Give the number of lines in the material below where the word "Utara" shows up, without anything else.
==== Materials provided ====
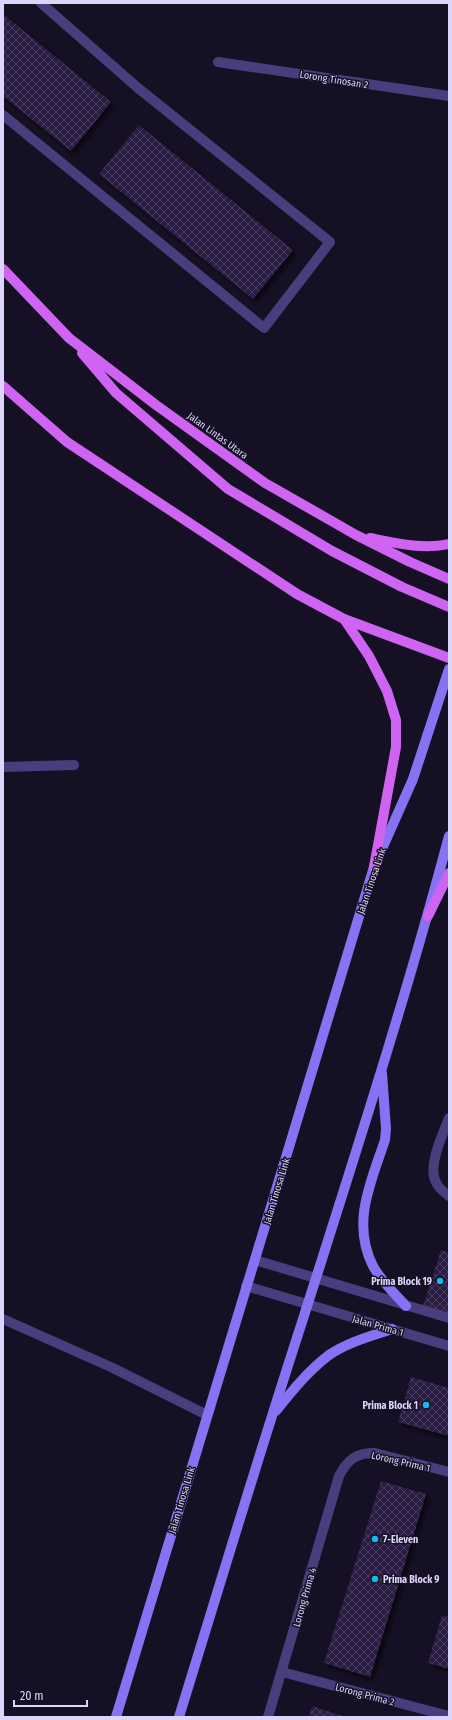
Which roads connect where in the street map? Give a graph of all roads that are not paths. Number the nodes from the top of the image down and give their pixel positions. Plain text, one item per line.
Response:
1 (40, 3) edge
2 (218, 62) dead end
3 (449, 96) edge
4 (3, 115) edge
5 (3, 269) edge
6 (69, 338) junction
7 (3, 386) edge
8 (356, 535) junction
9 (449, 544) edge
10 (449, 579) edge
11 (449, 608) edge
12 (344, 619) junction
13 (449, 658) edge
14 (449, 669) edge
15 (74, 765) dead end
16 (3, 767) edge
17 (449, 836) edge
18 (374, 868) junction
19 (449, 873) edge
20 (428, 916) junction
21 (382, 1067) junction
22 (449, 1118) edge
23 (449, 1196) edge
24 (255, 1260) junction
25 (316, 1278) junction
26 (246, 1286) junction
27 (307, 1305) junction
28 (406, 1306) junction
29 (449, 1318) edge
30 (3, 1319) edge
31 (392, 1329) junction
32 (449, 1346) edge
33 (207, 1414) junction
34 (272, 1416) junction
35 (449, 1472) edge
36 (339, 1476) joint
37 (282, 1672) junction
38 (449, 1716) edge
39 (116, 1717) edge
40 (179, 1717) edge
41 (268, 1717) edge

1 - 4 street
2 - 3 street, Lorong Tinosan 2
5 - 6 main road, Jalan Lintas Utara
6 - 8 main road, Jalan Lintas Utara
6 - 11 main road
7 - 12 main road
8 - 9 main road
8 - 10 main road, Jalan Lintas Utara
12 - 13 main road
12 - 18 main road
14 - 18 main road, Jalan Tinosa Link
15 - 16 street
17 - 20 main road
18 - 24 main road, Jalan Tinosa Link
19 - 20 main road
20 - 21 main road
21 - 25 main road
21 - 28 main road
22 - 23 street
24 - 25 street
24 - 26 main road, Jalan Tinosa Link
25 - 27 main road
25 - 28 street
26 - 27 street, Jalan Prima 1
26 - 33 main road, Jalan Tinosa Link
27 - 31 street, Jalan Prima 1
27 - 34 main road
28 - 29 street
30 - 33 street
31 - 32 street, Jalan Prima 1
31 - 34 main road
33 - 39 main road, Jalan Tinosa Link
34 - 40 main road
35 - 36 street, Lorong Prima 1
36 - 37 street, Lorong Prima 4
37 - 38 street, Lorong Prima 2
37 - 41 street, Lorong Prima 4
====
Response to this exercise: 3